Activity: Drop the pictures from the entries below, then reproduce the rest exactly.

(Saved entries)
════════════════
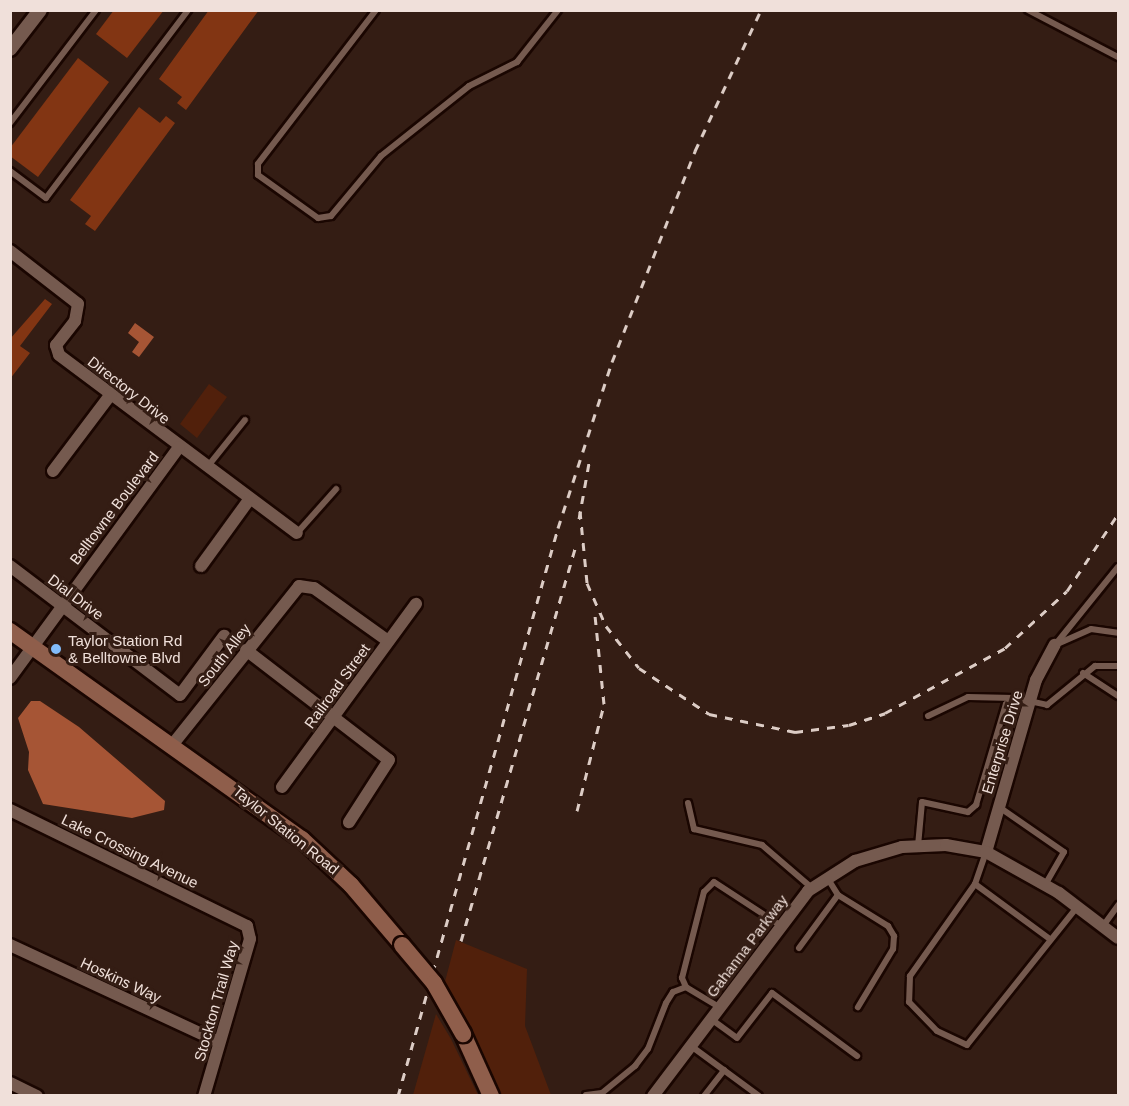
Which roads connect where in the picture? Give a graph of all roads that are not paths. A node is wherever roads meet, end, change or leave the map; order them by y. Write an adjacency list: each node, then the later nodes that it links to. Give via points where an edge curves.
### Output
1 (40, 10): 7 (street)
2 (96, 10): 9 (lane)
3 (189, 10): 10 (lane, via 46,198)
4 (376, 10): 5 (lane, via 258,164 258,175 318,218 331,216 381,156 469,86 517,62)
5 (558, 10)
6 (1028, 10): 8 (lane)
7 (10, 50)
8 (1119, 57)
9 (10, 123)
10 (10, 171)
11 (10, 251): 12 (street, Directory Drive, via 78,304 78,313 57,350)
12 (111, 394): 14 (street, Directory Drive); 16 (street)
13 (245, 420): 15 (lane)
14 (179, 447): 15 (street, Directory Drive); 23 (street, Belltowne Boulevard)
15 (207, 468): 18 (street, Directory Drive)
16 (53, 471)
17 (336, 489): 19 (lane)
18 (249, 500): 19 (street, Directory Drive); 21 (street)
19 (297, 533)
20 (10, 566): 23 (street, Dial Drive)
21 (201, 566)
22 (1119, 567): 30 (lane)
23 (60, 604): 27 (street, Dial Drive, via 180,695); 29 (street, Belltowne Boulevard)
24 (416, 604): 28 (street, Railroad Street)
25 (10, 631): 29 (main road, Taylor Station Road)
26 (1119, 633): 30 (lane, via 1091,629)
27 (224, 636)
28 (388, 641): 31 (street, South Alley, via 314,588 299,586); 38 (street, Railroad Street)
29 (31, 645): 34 (street, Belltowne Boulevard); 40 (main road, Taylor Station Road)
30 (1054, 645): 37 (street, Enterprise Drive)
31 (246, 651): 38 (street); 40 (street, South Alley)
32 (1119, 666): 33 (lane, via 1095,666)
33 (1083, 673): 35 (lane); 37 (lane, via 1061,697 1047,705)
34 (10, 678)
35 (1119, 696)
36 (1015, 698): 37 (lane); 39 (lane, via 968,697); 46 (lane, via 1006,704 976,805 968,812 922,802)
37 (1029, 704): 43 (street, Enterprise Drive)
38 (333, 716): 41 (street, Railroad Street); 45 (street, via 389,760)
39 (928, 717)
40 (173, 744): 73 (main road, Taylor Station Road, bridge, via 325,858 440,992)
41 (282, 787)
42 (687, 803): 51 (lane, via 694,829 762,845)
43 (998, 807): 47 (street, Enterprise Drive); 50 (lane, via 1064,852)
44 (10, 810): 55 (street, Lake Crossing Avenue)
45 (349, 822)
46 (918, 846): 47 (street, Gahanna Parkway); 48 (street, Gahanna Parkway, via 855,861)
47 (986, 852): 49 (lane); 50 (street, Gahanna Parkway)
48 (828, 879): 51 (street, Gahanna Parkway); 52 (lane)
49 (975, 884): 59 (lane); 59 (lane, via 910,976 909,1002 937,1030 967,1045)
50 (1045, 885): 54 (street, Gahanna Parkway)
51 (813, 888): 56 (street, Gahanna Parkway)
52 (838, 895): 61 (lane); 64 (lane, via 894,936 893,949)
53 (1119, 905): 57 (lane)
54 (1077, 907): 57 (street, Gahanna Parkway); 59 (lane)
55 (237, 918): 66 (street, Stockton Trail Way, via 247,926 250,939)
56 (780, 925): 62 (lane, via 714,882 702,903 682,978); 63 (street, Gahanna Parkway)
57 (1103, 926): 58 (street, Gahanna Parkway)
58 (1119, 938)
59 (1050, 939)
60 (10, 945): 66 (street, Hoskins Way)
61 (799, 948)
62 (686, 987): 63 (lane); 74 (lane, via 673,992 648,1049 635,1066 602,1093)
63 (719, 1007): 65 (street, Gahanna Parkway)
64 (858, 1007)
65 (711, 1018): 67 (street, Gahanna Parkway); 68 (lane, via 737,1038 771,993)
66 (219, 1042): 72 (street, Stockton Trail Way)
67 (691, 1045): 69 (lane); 75 (street, Gahanna Parkway)
68 (857, 1056)
69 (724, 1070): 76 (lane); 77 (lane)
70 (10, 1083): 71 (street)
71 (37, 1095)
72 (204, 1095)
73 (490, 1095)
74 (586, 1095)
75 (653, 1095)
76 (704, 1095)
77 (759, 1095)

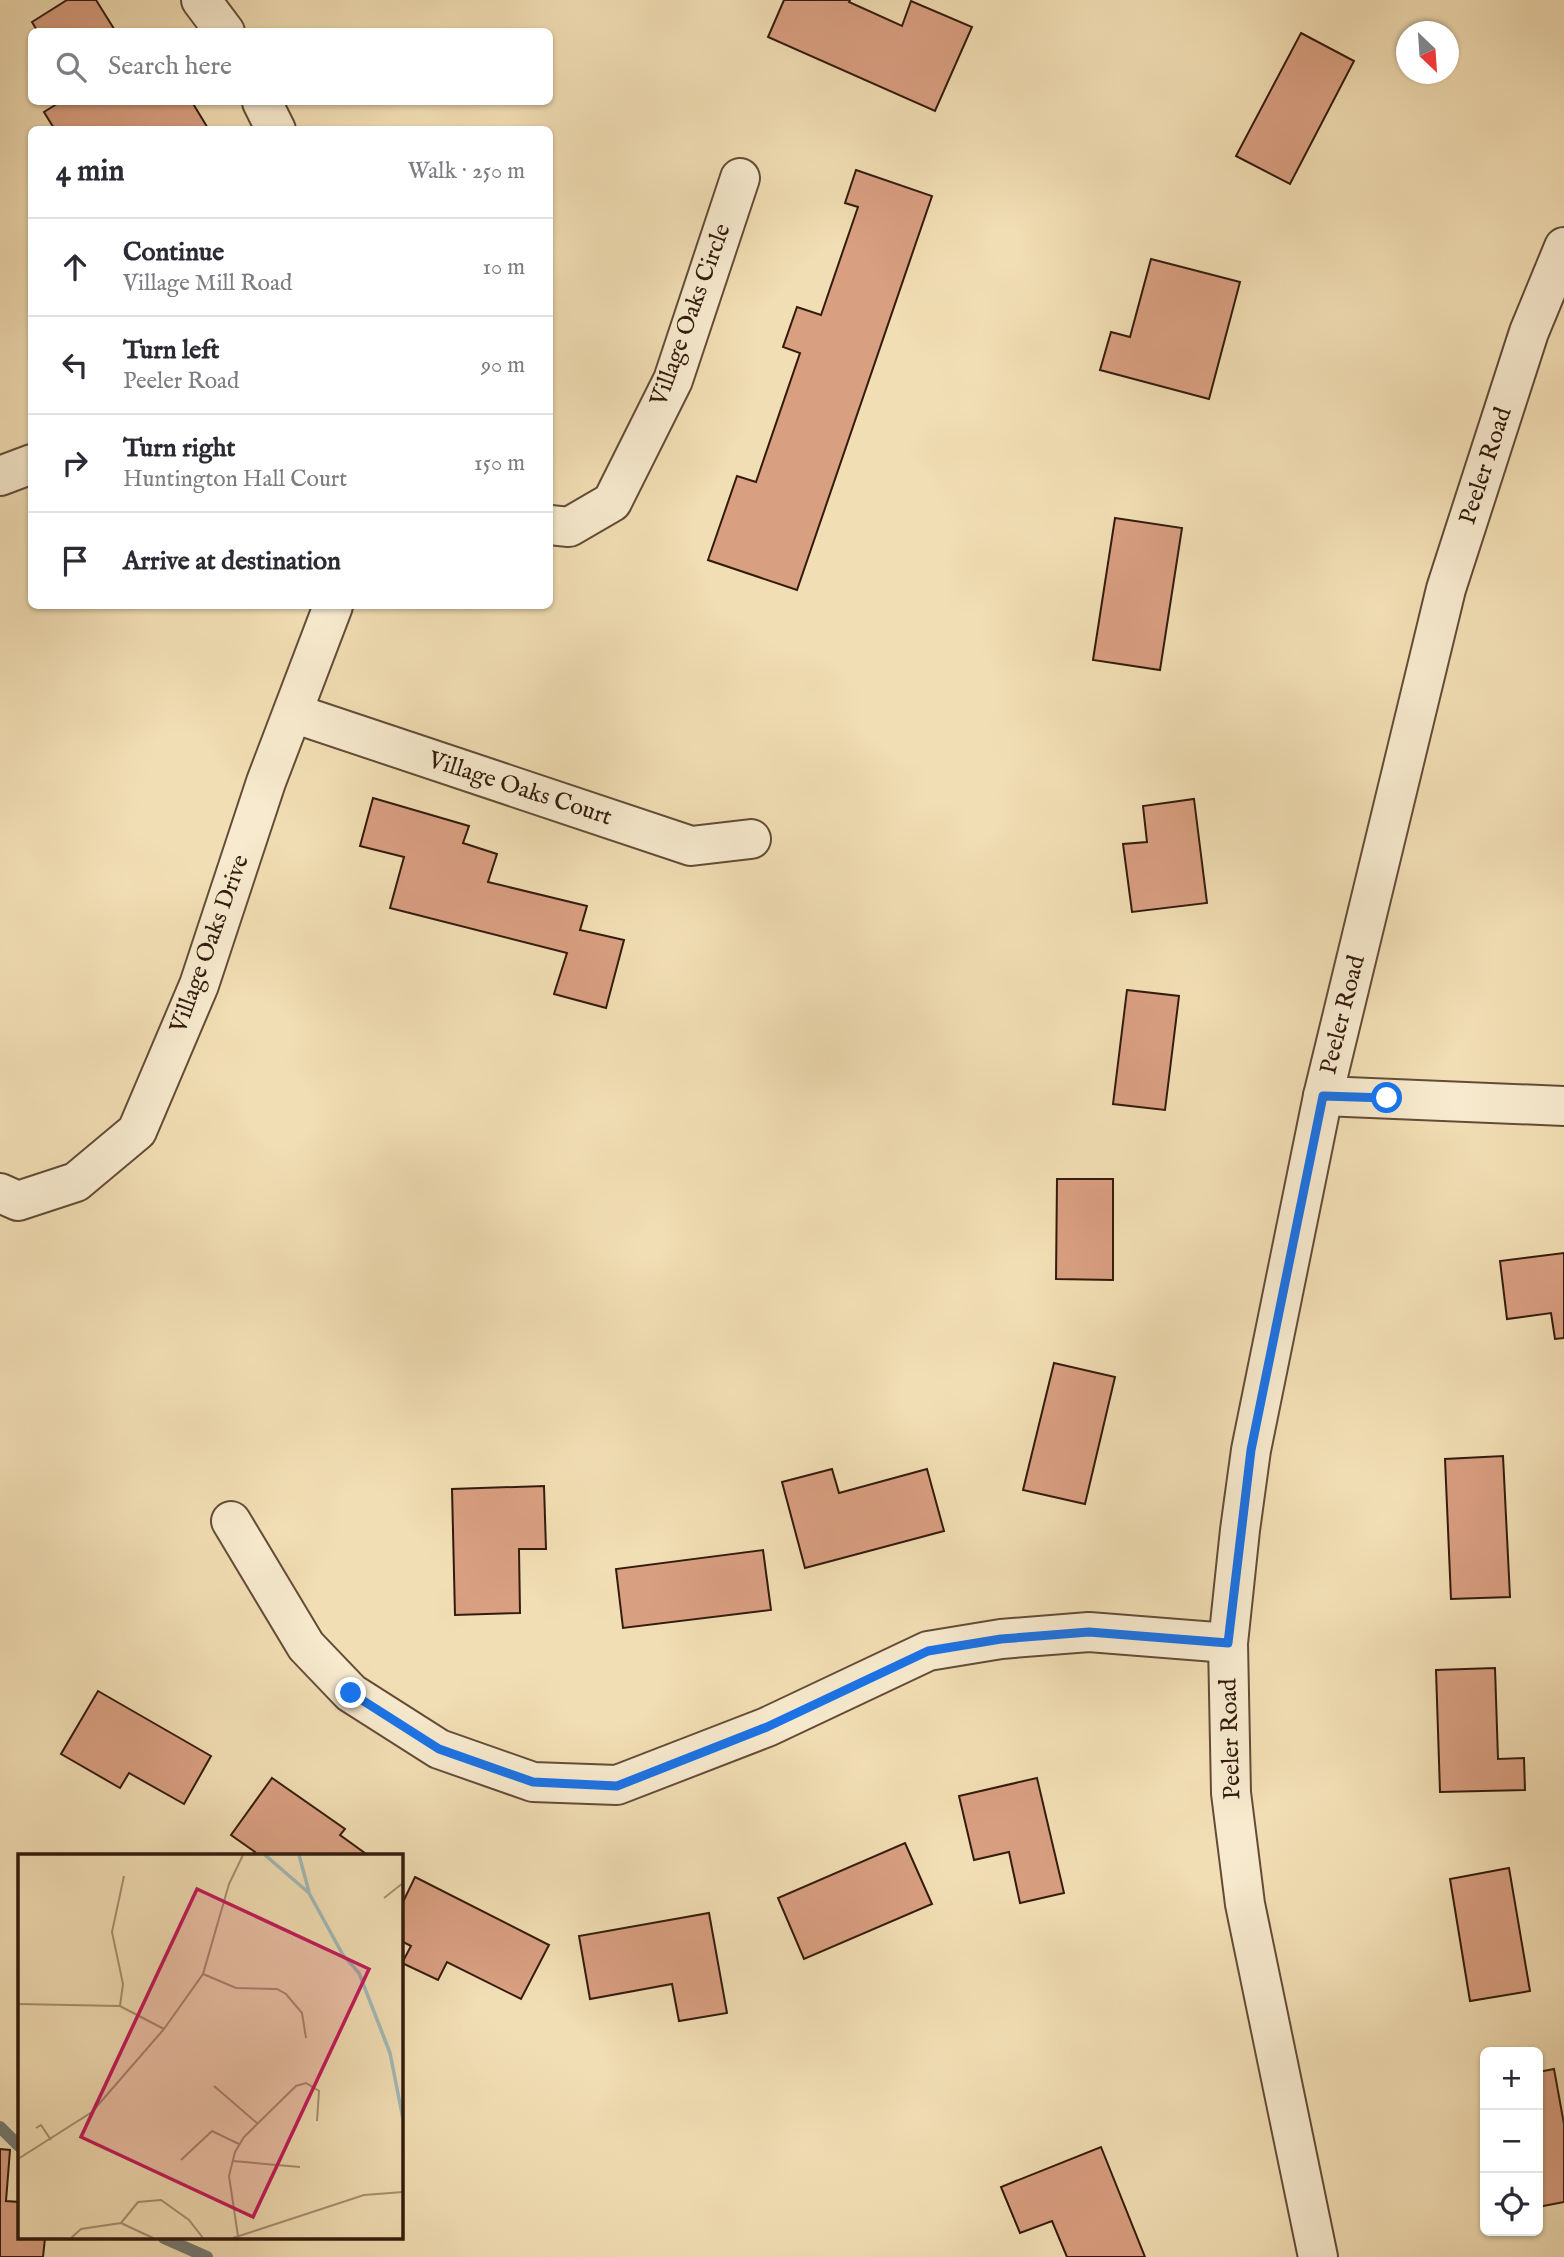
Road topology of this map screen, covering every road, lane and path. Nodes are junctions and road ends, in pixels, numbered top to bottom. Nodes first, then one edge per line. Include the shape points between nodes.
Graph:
1 (201, 0) edge
2 (222, 28) edge
3 (264, 105) edge
4 (274, 126) edge
5 (740, 177) dead end
6 (1564, 247) edge
7 (28, 466) edge
8 (0, 476) edge
9 (553, 525) edge
10 (331, 609) edge
11 (293, 713) junction
12 (751, 839) dead end
13 (1323, 1096) junction
14 (1564, 1106) edge
15 (0, 1193) edge
16 (231, 1521) dead end
17 (1228, 1643) junction
18 (1318, 2257) edge

1 - 2 street
3 - 4 street
5 - 9 street, Village Oaks Circle via 673,380 612,502 569,527
6 - 13 street, Peeler Road via 1529,332 1446,589
7 - 8 street
10 - 11 street, Village Oaks Drive
11 - 12 street, Village Oaks Court via 691,846
11 - 15 street, Village Oaks Drive via 199,985 137,1131 76,1182 18,1201
13 - 14 street
13 - 17 street, Peeler Road via 1251,1450
16 - 17 street via 306,1646 351,1693 439,1749 533,1782 617,1786 767,1727 928,1651 1089,1632
17 - 18 street, Peeler Road via 1231,1793 1245,1904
════════════════
Task result:
Which roads connect where in the picture? Give a graph of all roads that are not paths. A node is wherever roads meet, end, change or leave the map; order them by y. Write an adjacency list: each node, then the later nodes that it links to. Give via points where an edge curves.
### Output
1 (40, 10): 7 (street)
2 (96, 10): 9 (lane)
3 (189, 10): 10 (lane, via 46,198)
4 (376, 10): 5 (lane, via 258,164 258,175 318,218 331,216 381,156 469,86 517,62)
5 (558, 10)
6 (1028, 10): 8 (lane)
7 (10, 50)
8 (1119, 57)
9 (10, 123)
10 (10, 171)
11 (10, 251): 12 (street, Directory Drive, via 78,304 78,313 57,350)
12 (111, 394): 14 (street, Directory Drive); 16 (street)
13 (245, 420): 15 (lane)
14 (179, 447): 15 (street, Directory Drive); 23 (street, Belltowne Boulevard)
15 (207, 468): 18 (street, Directory Drive)
16 (53, 471)
17 (336, 489): 19 (lane)
18 (249, 500): 19 (street, Directory Drive); 21 (street)
19 (297, 533)
20 (10, 566): 23 (street, Dial Drive)
21 (201, 566)
22 (1119, 567): 30 (lane)
23 (60, 604): 27 (street, Dial Drive, via 180,695); 29 (street, Belltowne Boulevard)
24 (416, 604): 28 (street, Railroad Street)
25 (10, 631): 29 (main road, Taylor Station Road)
26 (1119, 633): 30 (lane, via 1091,629)
27 (224, 636)
28 (388, 641): 31 (street, South Alley, via 314,588 299,586); 38 (street, Railroad Street)
29 (31, 645): 34 (street, Belltowne Boulevard); 40 (main road, Taylor Station Road)
30 (1054, 645): 37 (street, Enterprise Drive)
31 (246, 651): 38 (street); 40 (street, South Alley)
32 (1119, 666): 33 (lane, via 1095,666)
33 (1083, 673): 35 (lane); 37 (lane, via 1061,697 1047,705)
34 (10, 678)
35 (1119, 696)
36 (1015, 698): 37 (lane); 39 (lane, via 968,697); 46 (lane, via 1006,704 976,805 968,812 922,802)
37 (1029, 704): 43 (street, Enterprise Drive)
38 (333, 716): 41 (street, Railroad Street); 45 (street, via 389,760)
39 (928, 717)
40 (173, 744): 73 (main road, Taylor Station Road, bridge, via 325,858 440,992)
41 (282, 787)
42 (687, 803): 51 (lane, via 694,829 762,845)
43 (998, 807): 47 (street, Enterprise Drive); 50 (lane, via 1064,852)
44 (10, 810): 55 (street, Lake Crossing Avenue)
45 (349, 822)
46 (918, 846): 47 (street, Gahanna Parkway); 48 (street, Gahanna Parkway, via 855,861)
47 (986, 852): 49 (lane); 50 (street, Gahanna Parkway)
48 (828, 879): 51 (street, Gahanna Parkway); 52 (lane)
49 (975, 884): 59 (lane); 59 (lane, via 910,976 909,1002 937,1030 967,1045)
50 (1045, 885): 54 (street, Gahanna Parkway)
51 (813, 888): 56 (street, Gahanna Parkway)
52 (838, 895): 61 (lane); 64 (lane, via 894,936 893,949)
53 (1119, 905): 57 (lane)
54 (1077, 907): 57 (street, Gahanna Parkway); 59 (lane)
55 (237, 918): 66 (street, Stockton Trail Way, via 247,926 250,939)
56 (780, 925): 62 (lane, via 714,882 702,903 682,978); 63 (street, Gahanna Parkway)
57 (1103, 926): 58 (street, Gahanna Parkway)
58 (1119, 938)
59 (1050, 939)
60 (10, 945): 66 (street, Hoskins Way)
61 (799, 948)
62 (686, 987): 63 (lane); 74 (lane, via 673,992 648,1049 635,1066 602,1093)
63 (719, 1007): 65 (street, Gahanna Parkway)
64 (858, 1007)
65 (711, 1018): 67 (street, Gahanna Parkway); 68 (lane, via 737,1038 771,993)
66 (219, 1042): 72 (street, Stockton Trail Way)
67 (691, 1045): 69 (lane); 75 (street, Gahanna Parkway)
68 (857, 1056)
69 (724, 1070): 76 (lane); 77 (lane)
70 (10, 1083): 71 (street)
71 (37, 1095)
72 (204, 1095)
73 (490, 1095)
74 (586, 1095)
75 (653, 1095)
76 (704, 1095)
77 (759, 1095)

Road topology of this map screen, covering every road, lane and path. Nodes are junctions and road ends, in pixels, numbered top to bottom. Nodes first, then one edge per line. Include the shape points between nodes.
Graph:
1 (201, 0) edge
2 (222, 28) edge
3 (264, 105) edge
4 (274, 126) edge
5 (740, 177) dead end
6 (1564, 247) edge
7 (28, 466) edge
8 (0, 476) edge
9 (553, 525) edge
10 (331, 609) edge
11 (293, 713) junction
12 (751, 839) dead end
13 (1323, 1096) junction
14 (1564, 1106) edge
15 (0, 1193) edge
16 (231, 1521) dead end
17 (1228, 1643) junction
18 (1318, 2257) edge

1 - 2 street
3 - 4 street
5 - 9 street, Village Oaks Circle via 673,380 612,502 569,527
6 - 13 street, Peeler Road via 1529,332 1446,589
7 - 8 street
10 - 11 street, Village Oaks Drive
11 - 12 street, Village Oaks Court via 691,846
11 - 15 street, Village Oaks Drive via 199,985 137,1131 76,1182 18,1201
13 - 14 street
13 - 17 street, Peeler Road via 1251,1450
16 - 17 street via 306,1646 351,1693 439,1749 533,1782 617,1786 767,1727 928,1651 1089,1632
17 - 18 street, Peeler Road via 1231,1793 1245,1904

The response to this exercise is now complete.